15-QUINDICI

6.8K 510 25
                                    

SEDARI tadi Felix terus menatap ke arah Demian. Pemuda itu berdecak pelan menatap sahabatnya yang terus mengintip keberadaan Altha.

Entah mengapa hari ini pemuda bermata empat itu merasa geli melihat kelakuan Demian yang tampak penasaran dengan kehadiran Altha. Pemuda itu terlihat sibuk berpikir lalu tersenyum tipis. Kali ini dia sungguh ingin mengetahui apa niat sebenarnya Demian.

"Aku tahu kau sedari tadi menguping pembicaraan kami, Demian."

Merasa terpanggil, Demian melirik sekilas ke arah tangan kanannya itu. Dengusan sebal keluar begitu saja dari kedua lubang hidungnya. "Aku rasa kau penguntit sejati dibandingkan aku," sindirnya pelan.

Langkah Felix terhenti. Mulutnya menganga lebar membentuk huruf 'O'. Di balik kacamata persegi hitam itu kedua bola matanya melotot tak percaya ke arah Demian yang begitu santai menyindirnya.

"Hei, kurasa kau seharusnya tidak tinggal di tempat penuh cahaya matahari, beruang kutub Radford."

Lagi, Demian hanya melirik sekilas ke arah Felix. Ketidakpedulian begitu menguasai suasana hatinya hari ini. Bahkan raut wajahnya diatur sedatar mungkin agar tidak terpancing cemoohan sahabatnya. "Aku malas berdebat."

Felix menggeram. Kali ini dia begitu gemas ingin menendang Demian hingga ke Antartika. Setidaknya agar dia tahu jika sifat dinginnya sama persis dengan suhu yang berada di benua terdingin tersebut.

Kedua tangan pemuda itu disilangkan ke depan dada lalu menggeleng demi menjauhkan angan-angan menendang Demian jauh dari hadapannya. "Hei, apa katamu? Aku juga tidak berminat berdebat denganmu, wahai Pangeran Antartika," sarkasnya.

Sontak Demian berbalik. Tatapan yang semula dibuat setenang mungkin akhirnya berubah menjadi nyalang. "Apa kau tidak punya urusan lain selain menggangguku hari ini?"

'Keterlaluan, aku ini tangan kananmu dasar Beruang Kutub sialan.'

"Aku mendengar apa yang kau pikirkan, Felix."

"Ya. Justru karena aku tangan kananmu lah, aku harus mengetahui keberadaanmu oh Pangeran Vampir Radford."

Tak ada jawaban. Demian justru hanya menghela napas dan kembali menatap dengan ekspresi datar ke arah Felix.
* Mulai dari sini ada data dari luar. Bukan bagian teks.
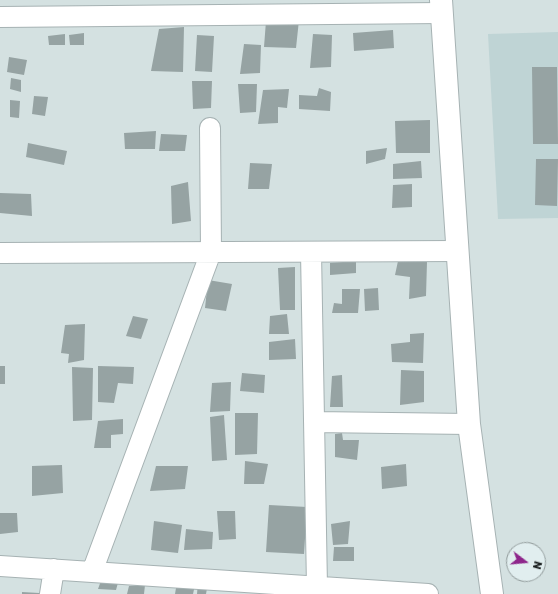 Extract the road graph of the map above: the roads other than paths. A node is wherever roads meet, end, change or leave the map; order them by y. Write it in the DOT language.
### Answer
graph roads {
  1 [pos="441,7"];
  2 [pos="213,8"];
  3 [pos="0,17"];
  4 [pos="210,128"];
  5 [pos="458,251"];
  6 [pos="211,252"];
  7 [pos="311,252"];
  8 [pos="0,253"];
  9 [pos="314,422"];
  10 [pos="469,424"];
  11 [pos="0,566"];
  12 [pos="54,569"];
  13 [pos="92,572"];
  14 [pos="317,587"];
  15 [pos="354,592"];
  16 [pos="50,594"];
  17 [pos="428,594"];
  18 [pos="492,594"];
  1 -- 2 [label="street"];
  1 -- 5 [label="street"];
  2 -- 3 [label="street"];
  4 -- 6 [label="street"];
  5 -- 7 [label="street"];
  5 -- 10 [label="street"];
  6 -- 7 [label="street"];
  6 -- 8 [label="street"];
  6 -- 13 [label="street"];
  7 -- 9 [label="street"];
  9 -- 10 [label="street"];
  9 -- 14 [label="street"];
  10 -- 18 [label="street"];
  11 -- 12 [label="street"];
  12 -- 13 [label="street"];
  12 -- 16 [label="street"];
  13 -- 14 [label="street"];
  14 -- 15 [label="street"];
  15 -- 17 [label="street"];
} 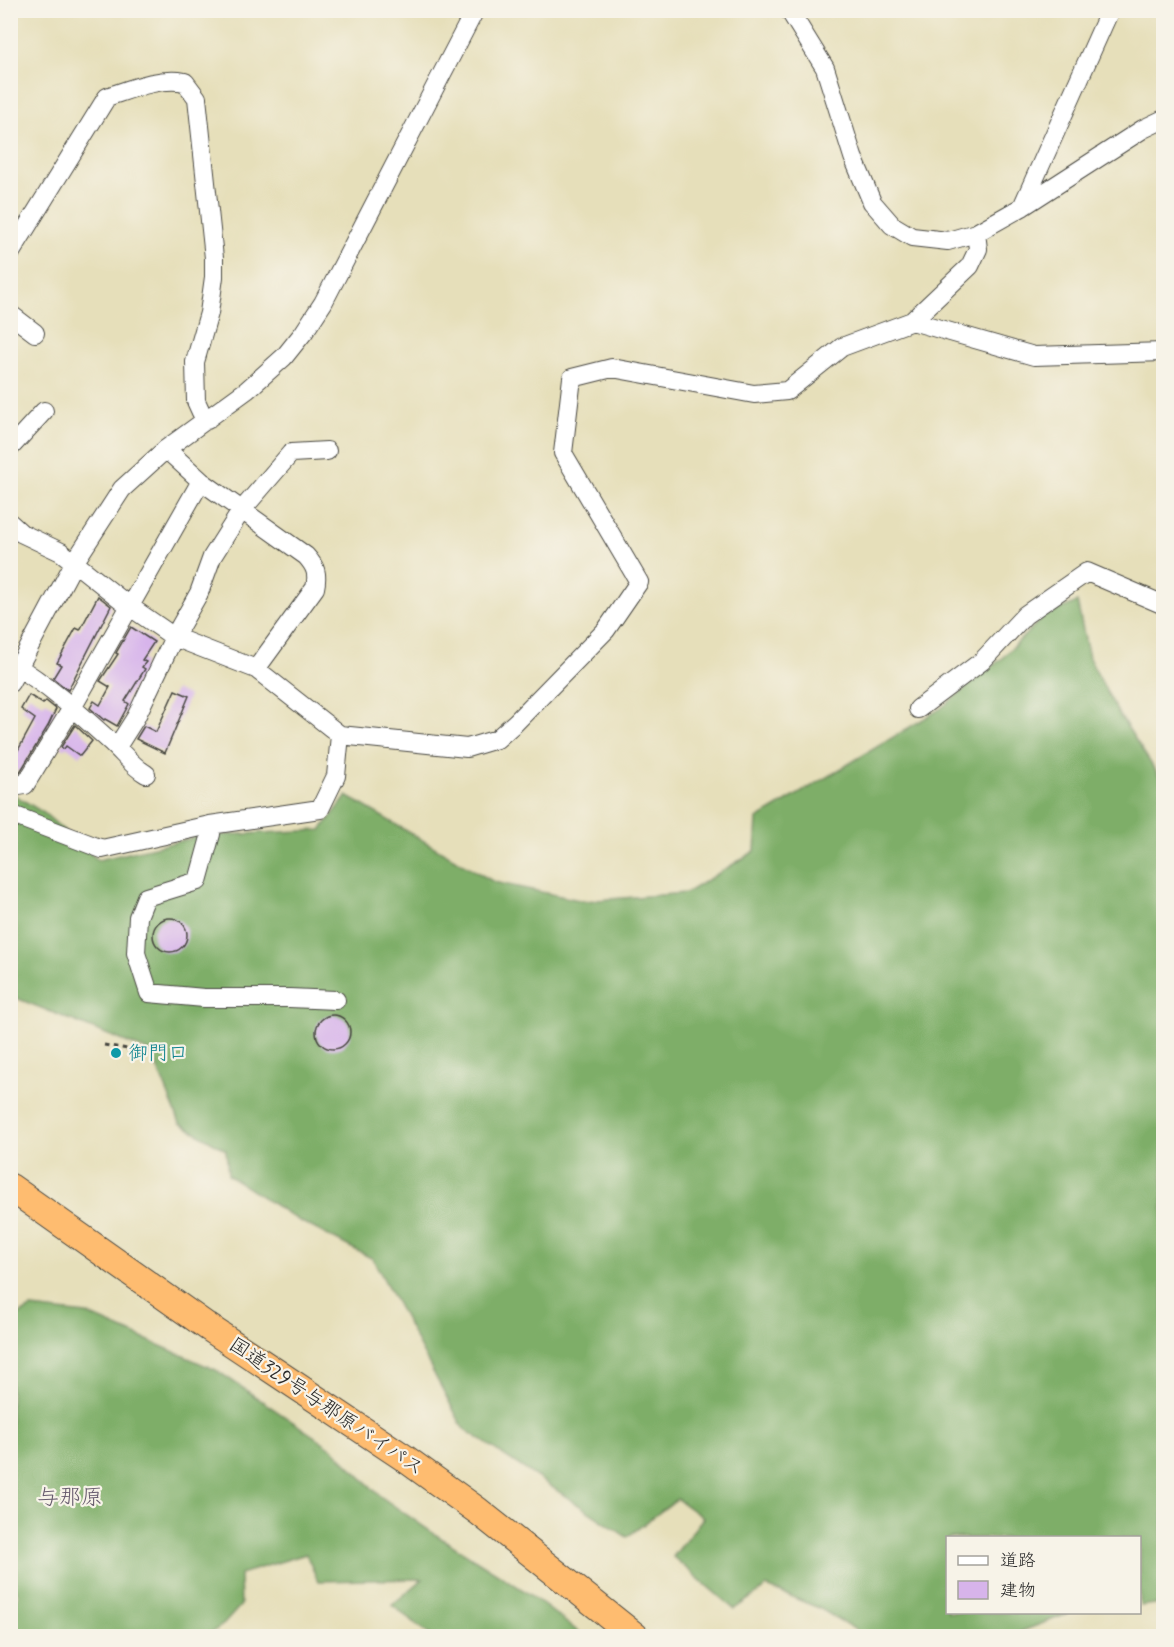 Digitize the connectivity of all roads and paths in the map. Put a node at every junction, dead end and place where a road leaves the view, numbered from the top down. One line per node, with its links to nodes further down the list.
1 (475, 10): 13 (street)
2 (789, 10): 6 (street)
3 (1110, 10): 5 (street)
4 (1164, 119): 5 (street)
5 (1022, 207): 6 (street)
6 (976, 233): 9 (street)
7 (10, 254): 13 (street)
8 (10, 314): 10 (street)
9 (912, 321): 11 (street); 29 (street)
10 (35, 333)
11 (1164, 352)
12 (44, 411): 14 (street)
13 (207, 420): 15 (street)
14 (10, 448)
15 (166, 449): 17 (street); 20 (street)
16 (327, 451): 18 (street)
17 (201, 481): 18 (street); 22 (street)
18 (241, 510): 23 (street); 25 (street)
19 (10, 523): 20 (street)
20 (74, 563): 22 (street); 24 (street)
21 (1164, 605): 28 (street)
22 (129, 606): 23 (street); 27 (street)
23 (174, 637): 25 (street); 30 (street)
24 (15, 664): 26 (street); 27 (street)
25 (256, 669): 29 (street)
26 (10, 683)
27 (72, 708): 30 (street); 32 (street)
28 (918, 709)
29 (340, 735): 34 (street)
30 (117, 747): 31 (street)
31 (146, 774)
32 (10, 780)
33 (10, 814): 34 (street)
34 (210, 825): 35 (street)
35 (336, 1000)
36 (104, 1046): 37 (path)
37 (144, 1059)
38 (10, 1187): 39 (highway, 国道329号与那原バイパス)
39 (635, 1636)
Sebaliknya, Felix semakin dibuat jengkel oleh Demian. Maksud hatinya ingin menggoda pasangan Altha itu, namun malah dia yang mendapat batunya.
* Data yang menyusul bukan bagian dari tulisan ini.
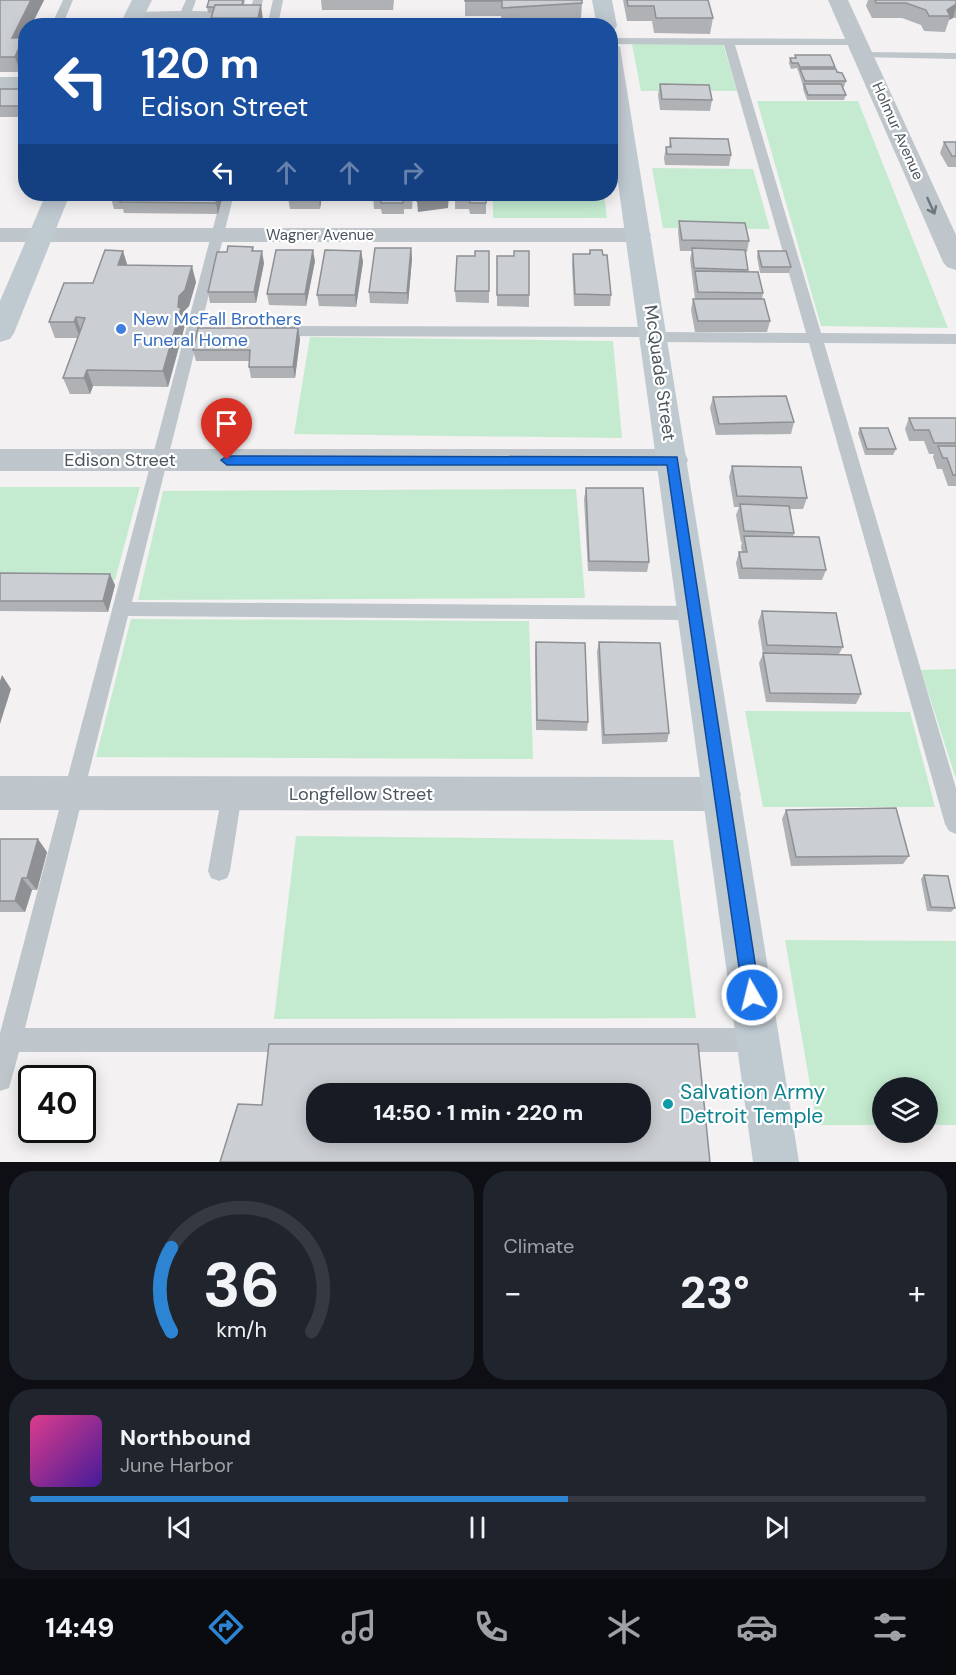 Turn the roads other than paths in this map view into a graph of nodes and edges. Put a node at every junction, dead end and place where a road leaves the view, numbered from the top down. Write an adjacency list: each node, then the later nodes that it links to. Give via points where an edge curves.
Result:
1 (68, 0): 11 (lane)
2 (191, 0): 6 (lane); 10 (lane)
3 (278, 0): 12 (lane)
4 (602, 0): 13 (street)
5 (838, 0): 16 (street, Holmur Avenue)
6 (201, 1)
7 (245, 1): 8 (lane)
8 (258, 1): 10 (lane, via 254,15)
9 (135, 14): 10 (lane)
10 (185, 14)
11 (60, 18)
12 (274, 18)
13 (605, 18)
14 (618, 41): 15 (lane)
15 (729, 42): 16 (lane); 31 (lane)
16 (861, 48): 17 (lane); 27 (street, Holmur Avenue, one-way to 27)
17 (956, 56)
18 (0, 83): 19 (street)
19 (18, 83)
20 (619, 154): 26 (street, McQuade Street)
21 (55, 201): 24 (street)
22 (226, 201): 25 (lane)
23 (0, 235): 24 (street, Wagner Avenue)
24 (42, 235): 25 (street, Wagner Avenue); 29 (street)
25 (217, 235): 26 (street, Wagner Avenue); 34 (lane, via 198,331)
26 (639, 236): 30 (street, McQuade Street)
27 (956, 262)
28 (264, 331): 30 (lane)
29 (0, 333)
30 (654, 334): 31 (lane); 35 (street, McQuade Street)
31 (814, 339): 32 (lane); 42 (lane)
32 (956, 339)
33 (0, 460): 34 (street, Edison Street)
34 (159, 460): 35 (street, Edison Street); 36 (lane)
35 (673, 460): 37 (street, McQuade Street)
36 (120, 609): 37 (lane); 39 (lane)
37 (695, 613): 41 (street, McQuade Street)
38 (0, 793): 39 (street, Longfellow Street)
39 (74, 793): 40 (street, Longfellow Street); 44 (lane)
40 (232, 794): 41 (street, Longfellow Street); 43 (lane)
41 (722, 794): 45 (street, McQuade Street)
42 (956, 824)
43 (219, 871)
44 (10, 1040): 45 (lane, via 128,1049 190,1031); 46 (lane)
45 (758, 1040): 47 (street, McQuade Street)
46 (0, 1079)
47 (776, 1162)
"Aku tak mengerti jalan pikiran beruang kutub satu ini," batinnya.

"Kau tak perlu mengerti. Cukup duduk manis seperti Aluna."

Felix terhenyak. Selama tiga detik dia mengingat siapa sosok yang disebutkan Demian.

"APAAA? Kau menyamakanku dengan anjing puddle milik kerajaan?" raut tak percaya terlukis jelas di wajah kotaknya, "Ya, terima kasih atas pujianmu, Tuan Muda. Aku permisi."

"Ya, lebih baik kau pergi dasar penguntit," usirnya dengan nada lembut.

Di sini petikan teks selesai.